Watching the caterpillars go through their life cycle has also reintroduced the concept of time to his household, Mr. Gipper said.
“While we are at home, time doesn’t really exist, and this gives us something to anticipate,” he said. “There is a time frame that we know about. We expect something to happen over the next two to three weeks, and we get to monitor it.”
Retailers, including one that has been selling the kits for more than 50 years, are hurrying to meet the demand.
Insect Lore, a company in Shafter, Calif., that has been making and shipping caterpillar kits since 1969, has seen sales go up fivefold since the pandemic started.
“With these caterpillars something new is happening every day for three weeks,” said Marcus McManamna, president of Insect Lore, which sells the kits online and in neighborhood toy stores.
Nature Gift Store in Bremerton, Wash., has experienced such high demand for caterpillar kits, it doubled its work force, adding 12 new employees to the payroll, mostly to pack and ship the kits.
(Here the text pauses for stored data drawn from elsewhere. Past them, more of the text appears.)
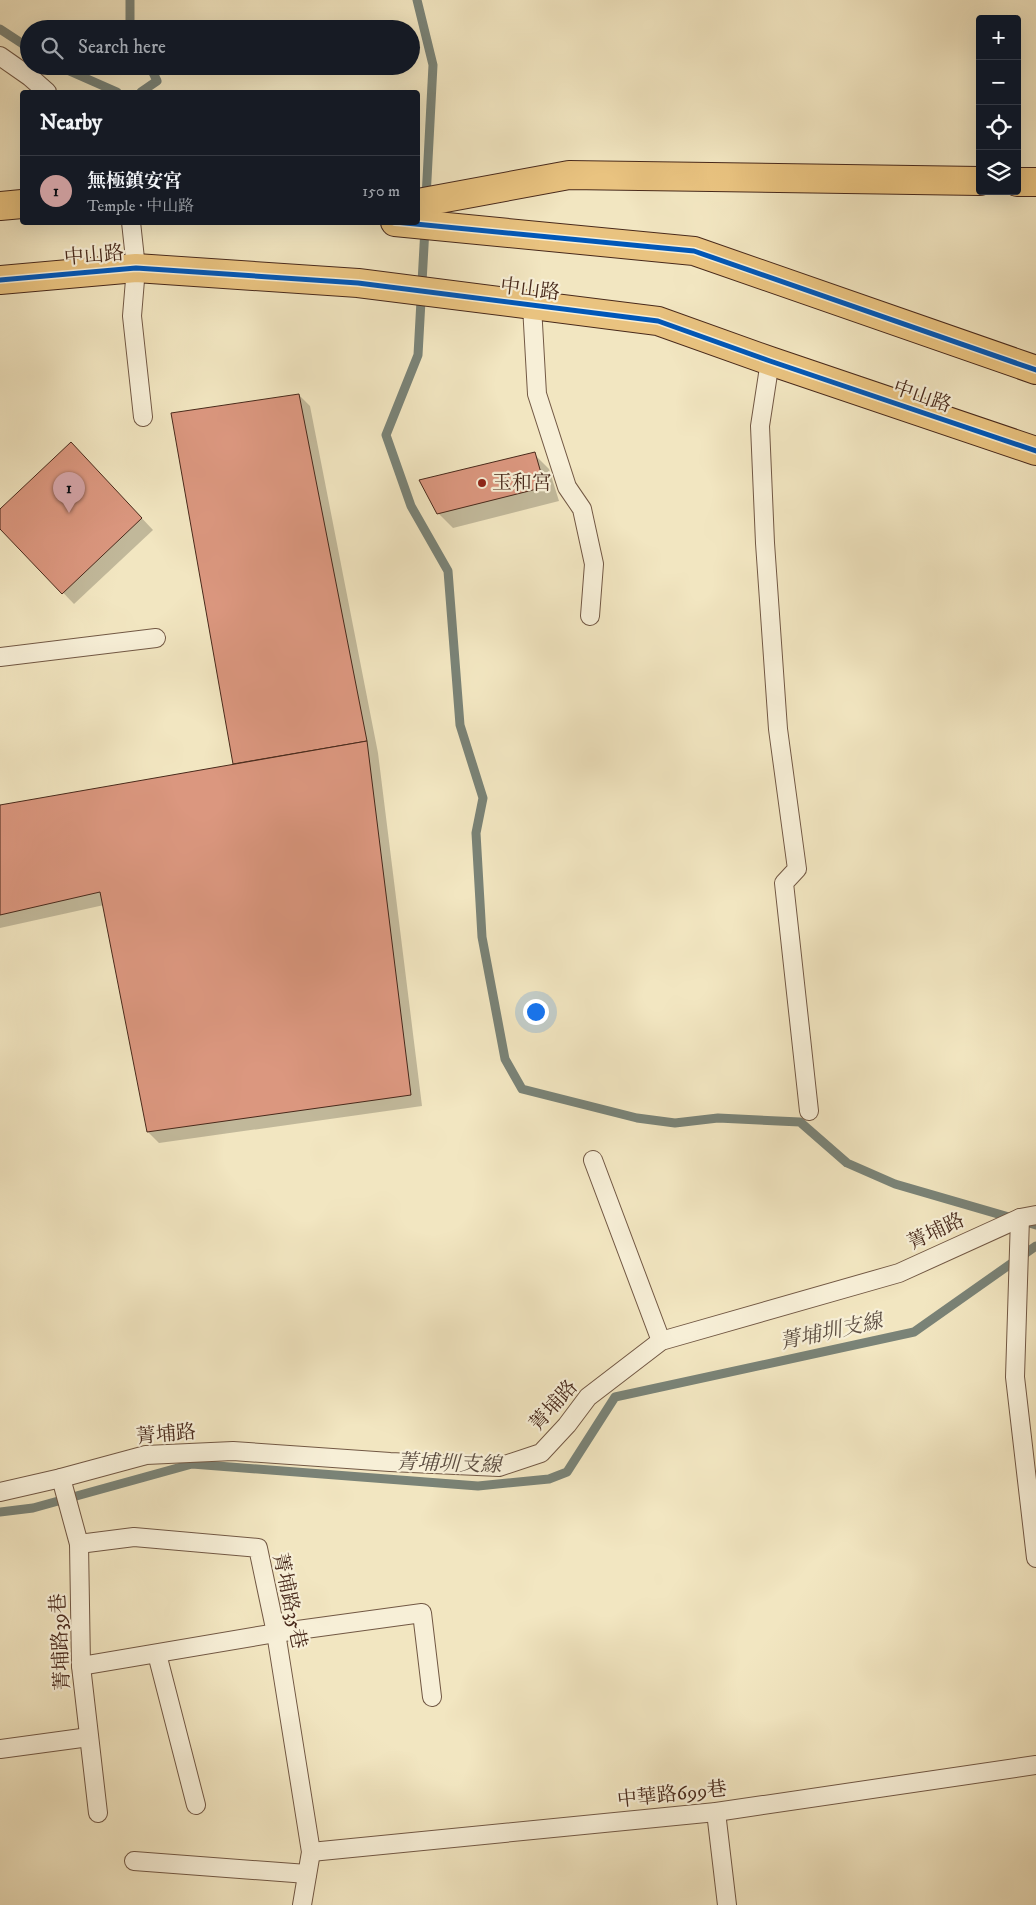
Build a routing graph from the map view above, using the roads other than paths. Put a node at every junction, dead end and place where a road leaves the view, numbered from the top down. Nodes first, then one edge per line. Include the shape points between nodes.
1 (0, 56) edge
2 (20, 70) edge
3 (27, 75) edge
4 (46, 90) edge
5 (976, 181) edge
6 (1021, 182) edge
7 (1036, 182) edge
8 (420, 203) edge
9 (20, 204) edge
10 (0, 206) edge
11 (420, 224) edge
12 (131, 225) edge
13 (136, 268) junction
14 (0, 280) edge
15 (532, 306) junction
16 (770, 361) junction
17 (1036, 370) edge
18 (143, 417) dead end
19 (1036, 451) edge
20 (590, 616) dead end
21 (156, 638) dead end
22 (0, 657) edge
23 (809, 1111) dead end
24 (593, 1160) dead end
25 (1028, 1216) edge
26 (661, 1341) junction
27 (61, 1478) junction
28 (0, 1492) edge
29 (79, 1544) junction
30 (1036, 1558) edge
31 (276, 1633) junction
32 (157, 1654) junction
33 (81, 1666) junction
34 (432, 1697) dead end
35 (89, 1737) junction
36 (0, 1749) edge
37 (1036, 1765) edge
38 (196, 1805) dead end
39 (716, 1812) junction
40 (98, 1813) dead end
41 (311, 1852) junction
42 (134, 1861) dead end
43 (307, 1874) junction
44 (302, 1905) edge
45 (728, 1905) edge

1 - 2 lane
3 - 4 lane
5 - 8 main road via 569,175
6 - 7 main road
9 - 10 main road
11 - 17 main road via 694,251
12 - 13 lane
13 - 14 main road, 中山路
13 - 15 main road, 中山路 via 358,283
13 - 18 lane via 132,316
15 - 16 main road, 中山路 via 658,321
15 - 20 lane via 538,394 567,487 582,509 594,564
16 - 19 main road, 中山路
16 - 23 lane via 760,426 765,543 778,729 797,869 784,883
21 - 22 lane
24 - 26 lane
25 - 26 lane, 菁埔路 via 899,1273
25 - 30 lane, 菁埔路 via 1016,1377
26 - 27 lane, 菁埔路 via 588,1397 541,1452 499,1467 233,1451 146,1455
27 - 28 lane, 菁埔路
27 - 29 lane
29 - 31 lane, 菁埔路35巷 via 134,1537 258,1548
29 - 33 lane, 菁埔路39巷
31 - 32 lane
31 - 34 lane via 422,1613
31 - 41 lane, 菁埔路35巷
32 - 33 lane
32 - 38 lane
33 - 35 lane, 菁埔路39巷
35 - 36 lane
35 - 40 lane, 菁埔路39巷
37 - 39 lane, 中華路699巷
39 - 41 lane, 中華路699巷
39 - 45 lane
41 - 43 lane, 菁埔路35巷
42 - 43 lane
43 - 44 lane, 菁埔路35巷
Most of the new workers “are from the restaurant industry,” said Randi Jones, the owner. “We also have people who are house cleaners and can’t go into people’s homes right now. One is in the massage industry.”
Rebecca Puddy, a journalist for ABC News in South Australia, laughed about how much time she spent watching them with her son, age 7, and daughter, 5 (and with a 2-week-old baby in her arms). “Bought my kids a butterfly kit,” she posted on Twitter on April 2, with an eye-roll meme. “Have stalked that caterpillar for two days, and he turned into a chrysalis when we were busy having dinner tonight.”
Understanding their entertainment value, nursing homes and hospice facilities are securing butterfly kits for residents who are in isolation during the pandemic. “It has given these residents something to look forward to everyday,” said Brandy Jordan, 34, who works for a hospice company in Pittsburgh and has helped secure kits for 30 facilities in eight counties. “My job is literally to put a smile on as many people’s faces that I possibly can.”
Lesa Haney, a fourth-grade teacher in Austin, Texas, decided to take in 18 “orphan” caterpillars from a local community theater that originally bought them for a butterfly festival.
They came in handy when her grandchildren came to live with her for five weeks (their mother is a nurse in a nursing home and didn’t want to potentially expose them to the coronavirus). “They loved the experience,” said Ms. Haney. “I think the butterflies represent hope in such a difficult time. Every time they see a butterfly on our property now, they say that is ‘our butterfly.’”
Among caterpillar owners there is some debate about whether these creatures are even pets.
Rowan Minarcin, 26, a chef in Seattle, is considering getting them as a substitute for a furry friend. “I’m currently staying with my girlfriend during quarantine, and her roommate is allergic to cats and dogs,” he said. “I thought it’d make a cute pet for a while since we had to be home anyway.”
Krystal Tranby, who lives in Fertile, Minn., said her 4-year-old daughter considers their caterpillars part of the family. “The first thing she wanted to do was send pictures to her grandparents,” she said.
But Mr. Gipper feels differently. “They are curious creatures right now, but they aren’t really pets,” he said. “You can’t even name them because there aren’t traits to differentiate them. They are these crawling things inside a gross cup, and they will continue to get grosser and grosser as the weeks progress.”
Owners can feel good about the fact that released butterflies are beneficial for the environment because they act as pollinators. But Mr. McManamna of Insect Lore said some families don’t get to that stage.
“Our preference is that families release the butterflies into the wild, but we have heard stories of families releasing them into their homes,” he said. “They have flower arrangements to just simply have them stay. It’s because they’ve become attached to them.”